Summary: ~30 years to becoming a standard procedure from demonstration in humans, with fairly linear growth
LASIK eye surgery (source)
- Building on knowledge from existing non-laser keratotomy surgeries, LASIK was conceived in 1988. (Similar procedures were being developed concurrently.)
- First LASIK surgery performed in U.S. in 1992.
- FDA approved devices for LASIK in 1998.
- Adoption rapidly increased to ~1.2M surgeries per year in the 2000s, then tapered to ~700k/yr in the 2010s (source)
Summary: ~4 years from conception to demonstration in humans, ~8 more years to become a standard procedure
Conclusions
The timelines above vary widely from 1 to 5 decades from conception to adoption and don’t have a consistent definition of “adoption” between them. But we can at least say that adoption seems to occur on the decade timescale, not single years.
We can also say that it would be unprecedented for a neurotechnology to have widespread adoption sooner than 10 years after its initial demonstration in humans.

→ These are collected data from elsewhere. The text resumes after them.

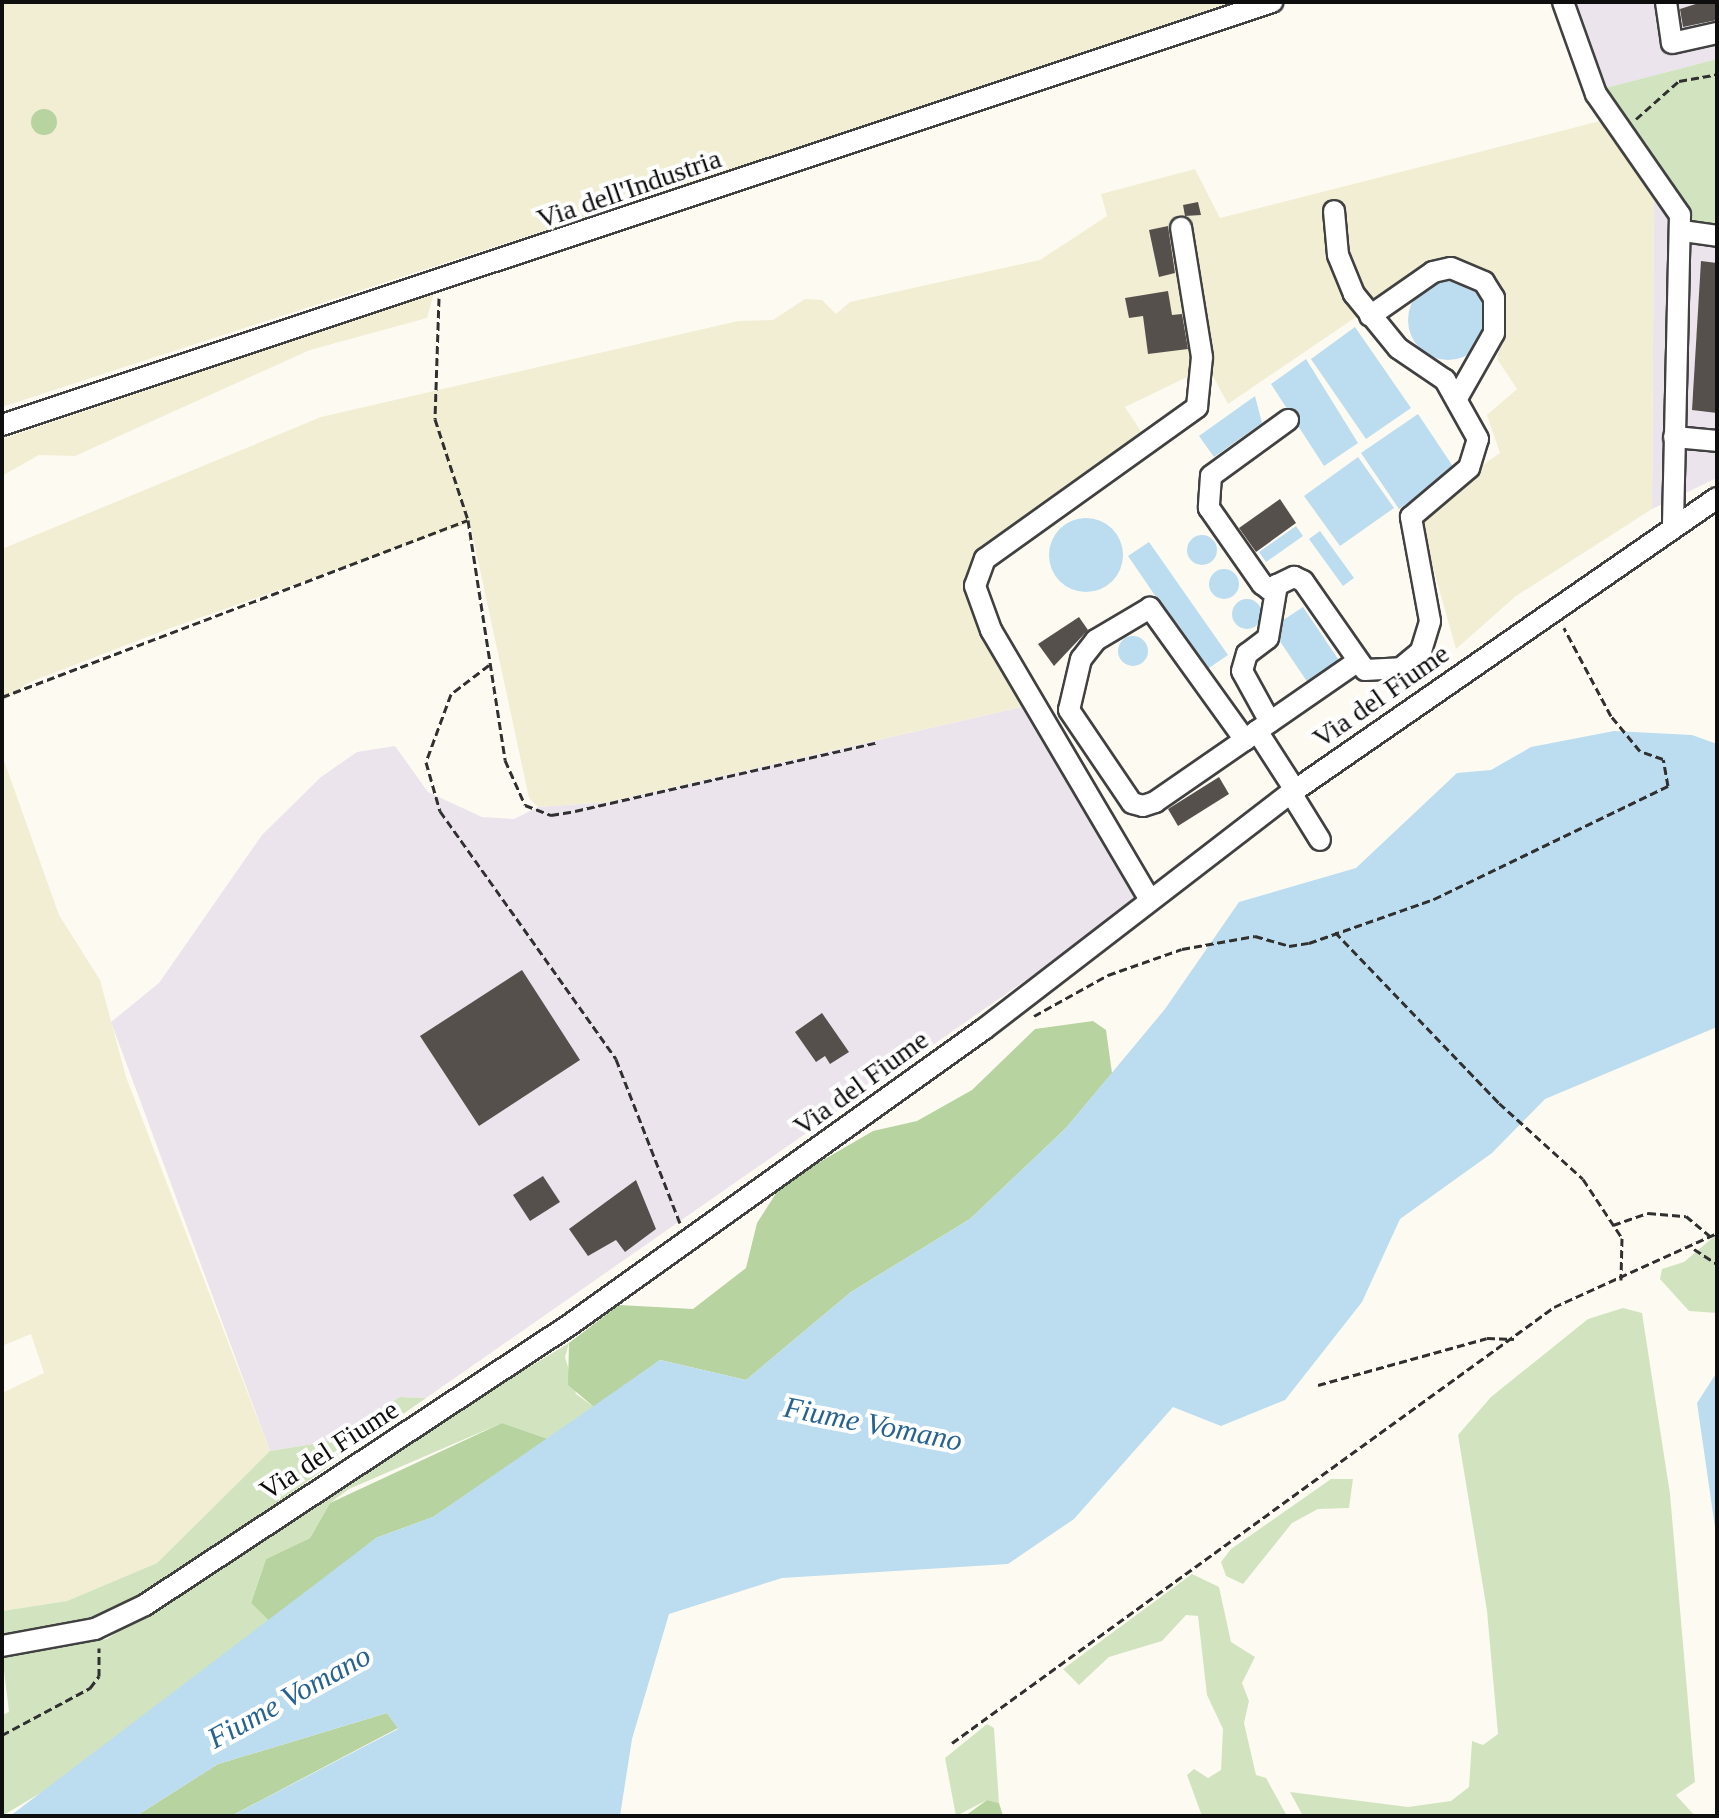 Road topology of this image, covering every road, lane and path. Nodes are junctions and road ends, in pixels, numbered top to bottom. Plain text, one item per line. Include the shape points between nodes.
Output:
1 (1272, 2) edge
2 (1563, 2) edge
3 (1666, 2) edge
4 (1717, 33) edge
5 (1717, 74) edge
6 (1621, 129) junction
7 (1334, 211) dead end
8 (1181, 228) dead end
9 (1683, 231) junction
10 (1717, 236) edge
11 (437, 282) junction
12 (1370, 316) junction
13 (1457, 398) junction
14 (1288, 420) dead end
15 (2, 425) edge
16 (1674, 437) junction
17 (1717, 441) edge
18 (1717, 498) edge
19 (468, 520) junction
20 (1673, 526) junction
21 (1277, 585) junction
22 (1554, 609) junction
23 (1358, 661) junction
24 (489, 665) junction
25 (2, 697) edge
26 (1257, 731) junction
27 (878, 742) dead end
28 (1293, 792) junction
29 (1320, 840) dead end
30 (1150, 900) junction
31 (1335, 932) junction
32 (1028, 1017) dead end
33 (1613, 1225) junction
34 (1717, 1233) edge
35 (1711, 1237) junction
36 (686, 1242) junction
37 (1694, 1249) junction
38 (1717, 1264) edge
39 (1621, 1280) junction
40 (1514, 1339) junction
41 (1318, 1385) dead end
42 (95, 1629) junction
43 (2, 1646) edge
44 (2, 1735) edge
45 (952, 1743) dead end

1 - 11 street, Via dell'Industria
2 - 6 street via 1596,94
3 - 4 street via 1672,43
5 - 6 path via 1679,81
6 - 9 street via 1660,181
7 - 12 street via 1345,275
8 - 30 street via 1202,357 1197,407 985,559 975,586 991,630
9 - 10 street
9 - 16 street
11 - 15 street, Via dell'Industria
11 - 19 path via 435,419
12 - 13 street
12 - 13 street via 1433,272 1451,268 1484,282 1496,306 1494,333
13 - 23 street via 1472,421 1476,454 1411,517 1428,590 1428,639 1412,661 1389,673 1375,674
14 - 21 street via 1211,476 1206,496 1262,584
16 - 17 street
16 - 20 street
18 - 20 street, Via del Fiume
19 - 24 path
19 - 25 path
20 - 22 street, Via del Fiume
21 - 23 street via 1303,581
21 - 26 street via 1268,638 1247,654 1242,671
22 - 28 street, Via del Fiume
22 - 31 path via 1611,716 1640,751 1663,759 1668,786 1434,899
23 - 26 street
24 - 27 path via 516,790 525,805 551,815
24 - 36 path via 451,694 426,762 440,811 616,1059 650,1131
26 - 26 street via 1150,608 1096,640 1081,659 1069,710 1132,803 1155,802
26 - 28 street
28 - 29 street
28 - 30 street, Via del Fiume
30 - 36 street, Via del Fiume
31 - 32 path via 1289,946 1255,936 1182,949 1108,975
31 - 33 path via 1499,1103 1583,1179
33 - 35 path via 1648,1213 1686,1216
33 - 39 path via 1622,1238
34 - 35 path
35 - 37 path
36 - 42 street, Via del Fiume via 145,1605
37 - 38 path
37 - 39 path
39 - 40 path via 1554,1307
40 - 41 path via 1487,1338
40 - 45 path
42 - 43 street, Via del Fiume
42 - 44 path via 99,1676 90,1688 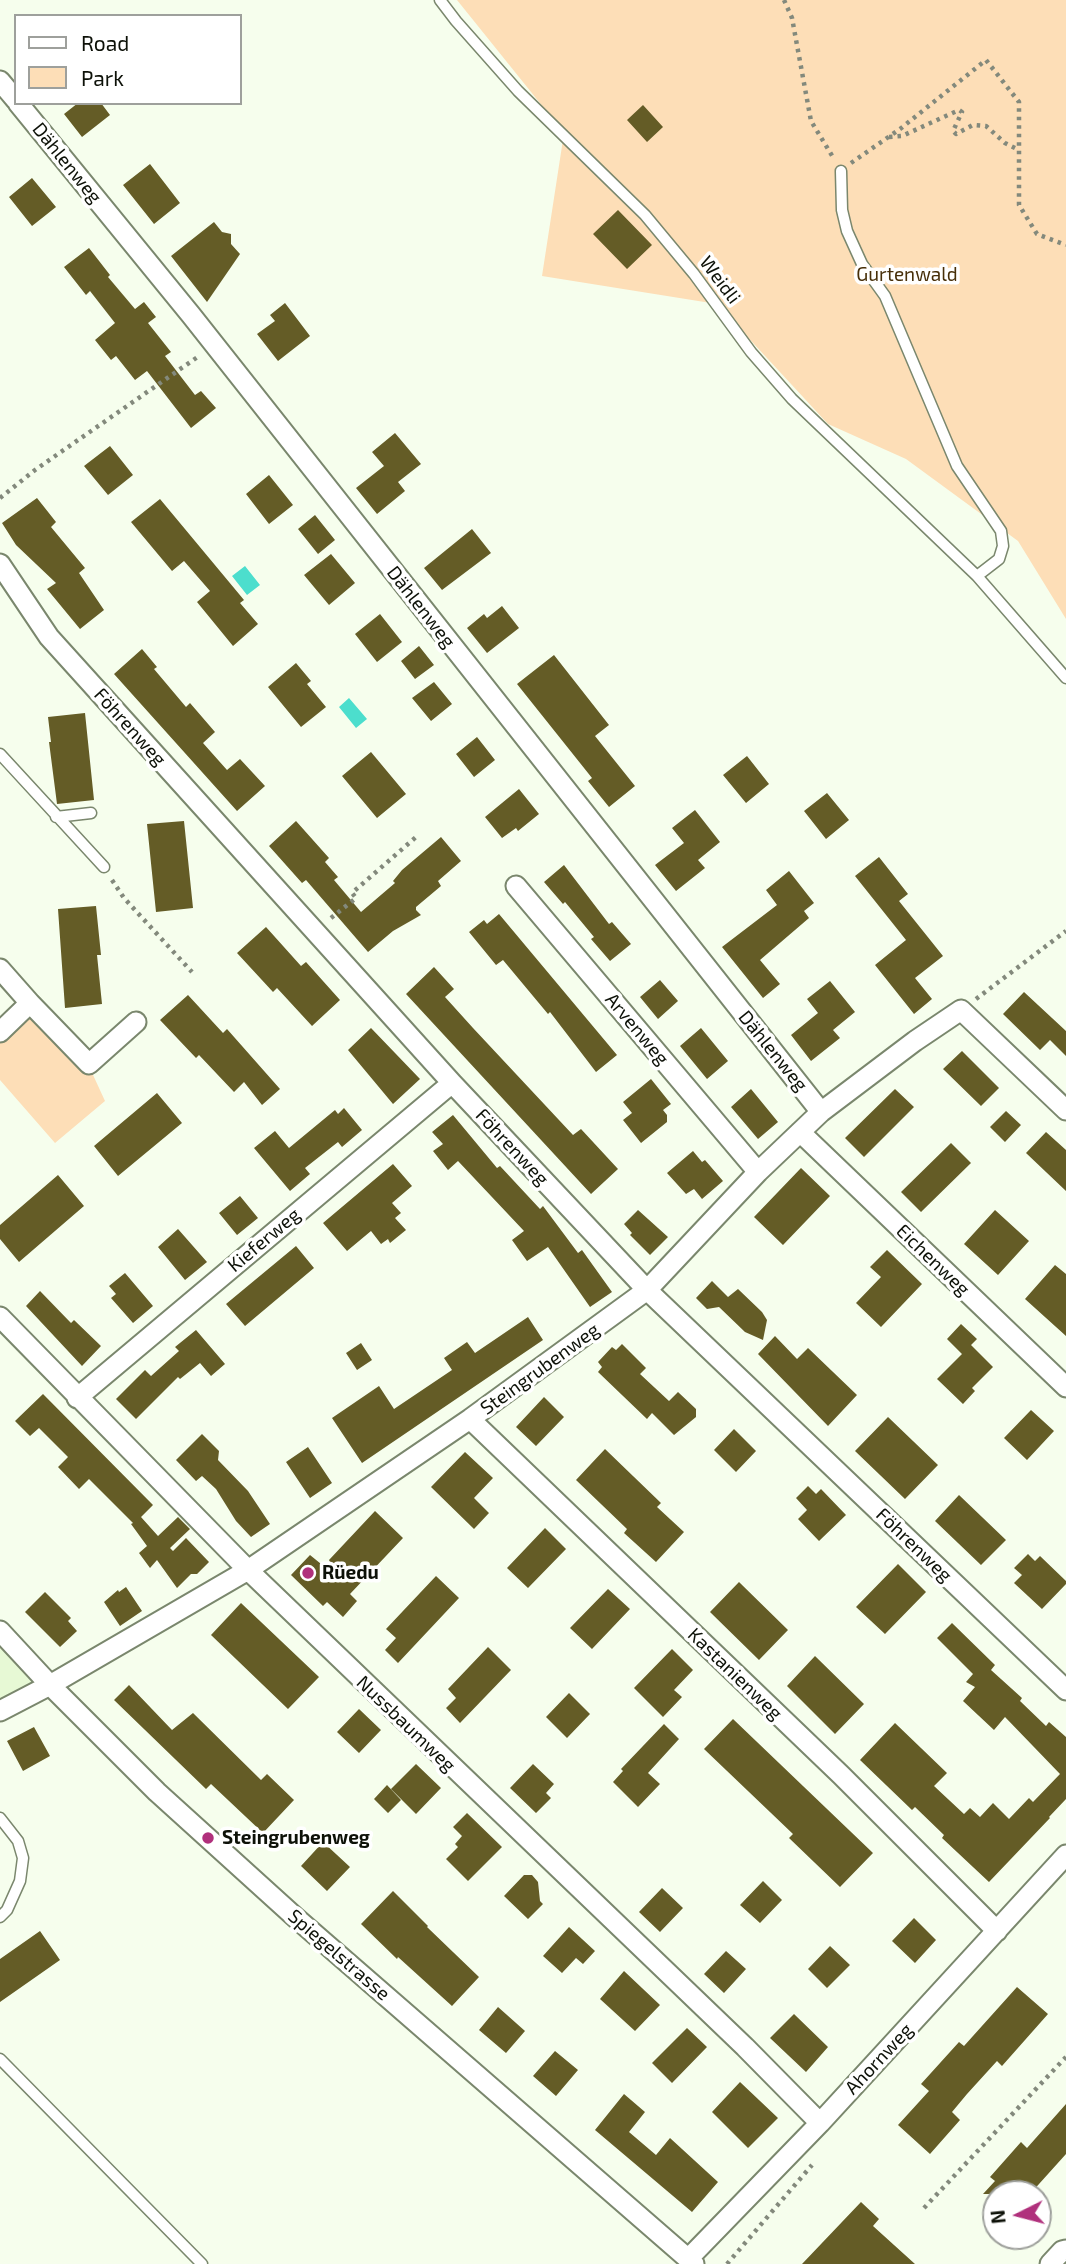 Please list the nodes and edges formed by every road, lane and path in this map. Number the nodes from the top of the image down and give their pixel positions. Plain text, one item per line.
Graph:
1 (440, 0) edge
2 (784, 0) edge
3 (0, 81) edge
4 (14, 98) edge
5 (19, 105) edge
6 (888, 137) junction
7 (1019, 150) junction
8 (841, 171) junction
9 (1066, 245) edge
10 (189, 362) dead end
11 (0, 498) edge
12 (0, 564) edge
13 (977, 576) junction
14 (1066, 678) edge
15 (0, 754) edge
16 (91, 813) dead end
17 (56, 817) junction
18 (415, 837) dead end
19 (104, 867) joint
20 (516, 886) dead end
21 (1066, 931) edge
22 (314, 932) junction
23 (0, 969) edge
24 (192, 972) dead end
25 (30, 1003) junction
26 (961, 1010) junction
27 (136, 1022) dead end
28 (0, 1031) edge
29 (452, 1083) junction
30 (1066, 1110) edge
31 (821, 1112) junction
32 (800, 1132) junction
33 (758, 1172) junction
34 (647, 1290) junction
35 (0, 1317) edge
36 (1066, 1387) edge
37 (77, 1398) junction
38 (470, 1419) junction
39 (248, 1570) junction
40 (0, 1631) edge
41 (50, 1685) junction
42 (1066, 1690) edge
43 (0, 1711) edge
44 (0, 1818) edge
45 (1066, 1855) edge
46 (0, 1917) edge
47 (997, 1931) junction
48 (1066, 2057) edge
49 (0, 2059) edge
50 (820, 2123) junction
51 (924, 2208) dead end
52 (1066, 2250) edge
53 (691, 2262) edge
54 (202, 2264) edge
55 (1050, 2264) edge

1 - 13 lane, Weidli
2 - 8 path
3 - 4 street, Dählenweg
5 - 31 street, Dählenweg
6 - 7 path
6 - 7 path
6 - 8 path
7 - 9 path
8 - 13 lane
10 - 11 path
12 - 22 street, Föhrenweg
13 - 14 lane, Weidli
15 - 17 lane
16 - 17 lane
17 - 19 lane
18 - 22 path
19 - 24 path
20 - 33 street, Arvenweg
21 - 26 path
22 - 29 street, Föhrenweg
23 - 25 street
25 - 27 street
25 - 28 street
26 - 30 street
26 - 31 street, Steingrubenweg
29 - 34 street, Föhrenweg
29 - 37 street, Kieferweg
31 - 32 street, Steingrubenweg
32 - 33 street, Steingrubenweg
32 - 36 street, Eichenweg
33 - 34 street, Steingrubenweg
34 - 38 street, Steingrubenweg
34 - 42 street, Föhrenweg
35 - 37 street, Nussbaumweg
37 - 39 street, Nussbaumweg
38 - 39 street, Steingrubenweg
38 - 47 street, Kastanienweg
39 - 41 street, Steingrubenweg
39 - 50 street, Nussbaumweg
40 - 41 street, Spiegelstrasse
41 - 43 street, Steingrubenweg
41 - 53 street, Spiegelstrasse
44 - 46 lane
45 - 47 street, Ahornweg
47 - 50 street, Ahornweg
48 - 51 path
49 - 54 lane
50 - 53 street, Ahornweg
52 - 55 street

The 20-year rule of thumb from conception to adoption of technologies in general seems short. An estimate of 30 years from initial demonstration in humans to adoption seems more reasonable, though it would not be surprising if any particular neurotechnology’s development timeline varied from this by 20 years in either direction.
Thanks to Sci-Hub for unspecified services.